Watching the kids having a ball was worth the lack of sleep. I was joined in the casino by longtime friend Gloria Leous, who learned how to deal black jack and stayed on beyond her scheduled 2 a.m. duties to fill in to help these kids enjoy a night of fun. Once again it was the volunteers who made all the difference whether it was donating food or prizes or volunteering their time in the casino, the Cash Cab, the gym activities, the Prize Store or registration. Local Artist Chip Mock, who has volunteered for over 30 years to do free caricatures, was also on hand, as was local magician Richard Bennighoff, who wowed the audience with a 4 a.m. finale.
Geoff Brugler of Appalachian Outdoors was responsible for many of the prizes and also volunteered time as a card dealer in the casino, where kids could win “money” that they could use to buy donated items at the store. Prizes included an electric scooter, drone, television, AirPods, Patagonia backpacks, Yeti travel mugs and much more.

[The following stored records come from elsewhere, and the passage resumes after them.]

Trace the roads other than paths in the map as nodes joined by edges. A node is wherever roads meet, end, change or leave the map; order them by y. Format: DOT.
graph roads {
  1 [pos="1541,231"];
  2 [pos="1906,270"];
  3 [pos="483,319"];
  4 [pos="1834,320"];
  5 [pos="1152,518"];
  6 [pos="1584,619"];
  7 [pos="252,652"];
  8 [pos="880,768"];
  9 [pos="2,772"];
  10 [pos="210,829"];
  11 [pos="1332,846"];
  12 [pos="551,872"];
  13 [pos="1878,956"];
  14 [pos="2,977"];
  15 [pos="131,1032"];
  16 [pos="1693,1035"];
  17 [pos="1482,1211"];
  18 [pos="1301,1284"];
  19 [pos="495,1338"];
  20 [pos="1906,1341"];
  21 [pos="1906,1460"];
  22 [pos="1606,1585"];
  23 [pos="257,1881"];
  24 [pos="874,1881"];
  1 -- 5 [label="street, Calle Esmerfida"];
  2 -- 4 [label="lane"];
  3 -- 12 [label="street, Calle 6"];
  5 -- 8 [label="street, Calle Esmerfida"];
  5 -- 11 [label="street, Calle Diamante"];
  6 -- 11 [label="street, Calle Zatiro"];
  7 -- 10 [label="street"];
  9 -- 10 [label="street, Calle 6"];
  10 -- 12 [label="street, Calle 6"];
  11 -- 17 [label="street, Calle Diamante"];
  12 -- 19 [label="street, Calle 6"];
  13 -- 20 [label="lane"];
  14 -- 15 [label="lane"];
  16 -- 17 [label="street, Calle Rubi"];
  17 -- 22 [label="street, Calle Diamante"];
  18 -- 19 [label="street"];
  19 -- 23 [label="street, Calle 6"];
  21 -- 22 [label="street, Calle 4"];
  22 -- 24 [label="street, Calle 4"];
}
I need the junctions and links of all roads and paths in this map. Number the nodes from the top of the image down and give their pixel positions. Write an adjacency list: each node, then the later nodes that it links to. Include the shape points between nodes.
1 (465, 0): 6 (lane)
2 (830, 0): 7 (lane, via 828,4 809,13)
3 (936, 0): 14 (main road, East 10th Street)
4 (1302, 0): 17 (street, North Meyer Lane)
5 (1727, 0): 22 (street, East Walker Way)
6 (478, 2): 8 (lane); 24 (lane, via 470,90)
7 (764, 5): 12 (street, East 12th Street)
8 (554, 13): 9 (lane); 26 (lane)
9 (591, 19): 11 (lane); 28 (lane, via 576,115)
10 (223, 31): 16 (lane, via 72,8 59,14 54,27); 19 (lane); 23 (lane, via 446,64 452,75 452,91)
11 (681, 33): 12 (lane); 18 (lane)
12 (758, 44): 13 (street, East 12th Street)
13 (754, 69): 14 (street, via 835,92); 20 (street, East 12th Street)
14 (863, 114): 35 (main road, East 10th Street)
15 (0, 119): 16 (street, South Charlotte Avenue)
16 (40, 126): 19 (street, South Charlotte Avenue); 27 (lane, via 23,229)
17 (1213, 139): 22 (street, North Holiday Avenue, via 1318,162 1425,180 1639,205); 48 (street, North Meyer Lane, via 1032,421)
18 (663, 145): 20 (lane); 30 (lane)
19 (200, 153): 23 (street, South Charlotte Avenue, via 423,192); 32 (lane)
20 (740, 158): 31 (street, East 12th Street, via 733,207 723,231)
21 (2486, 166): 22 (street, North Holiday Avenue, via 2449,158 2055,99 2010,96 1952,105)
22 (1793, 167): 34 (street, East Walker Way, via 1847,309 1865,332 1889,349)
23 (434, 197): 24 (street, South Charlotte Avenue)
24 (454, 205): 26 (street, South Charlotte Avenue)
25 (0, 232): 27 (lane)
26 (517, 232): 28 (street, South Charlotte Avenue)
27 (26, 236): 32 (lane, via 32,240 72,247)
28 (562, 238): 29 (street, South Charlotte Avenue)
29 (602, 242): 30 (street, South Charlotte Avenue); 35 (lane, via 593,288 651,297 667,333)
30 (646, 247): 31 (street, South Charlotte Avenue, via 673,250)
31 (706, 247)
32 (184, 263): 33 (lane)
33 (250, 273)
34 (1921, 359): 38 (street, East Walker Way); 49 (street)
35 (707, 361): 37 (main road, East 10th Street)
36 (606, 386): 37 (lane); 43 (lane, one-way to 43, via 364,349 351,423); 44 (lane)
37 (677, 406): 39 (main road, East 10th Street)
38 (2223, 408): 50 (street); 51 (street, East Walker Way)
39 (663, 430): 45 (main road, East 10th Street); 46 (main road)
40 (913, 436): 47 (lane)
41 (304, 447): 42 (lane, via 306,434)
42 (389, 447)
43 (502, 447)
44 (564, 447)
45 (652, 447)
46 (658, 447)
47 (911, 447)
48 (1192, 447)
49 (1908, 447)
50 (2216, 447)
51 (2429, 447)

While these volunteers don’t wear masks and capes and have super human powers, they all have one thing in common: superhuman hearts.
There are plenty of places and ways to be a superhero to others in Centre County and beyond.
The real superheroes are all the volunteers and donors who are making a real difference in people’s lives. So, while the superheroes of Marvel Comics may entertain us, and even inspire us, there are plenty of real-life superheroes in plain sight. All you have to do is find the courage to volunteer to become one yourself.
The all-night after-prom party gives State High students a fun and safe post-prom alternative.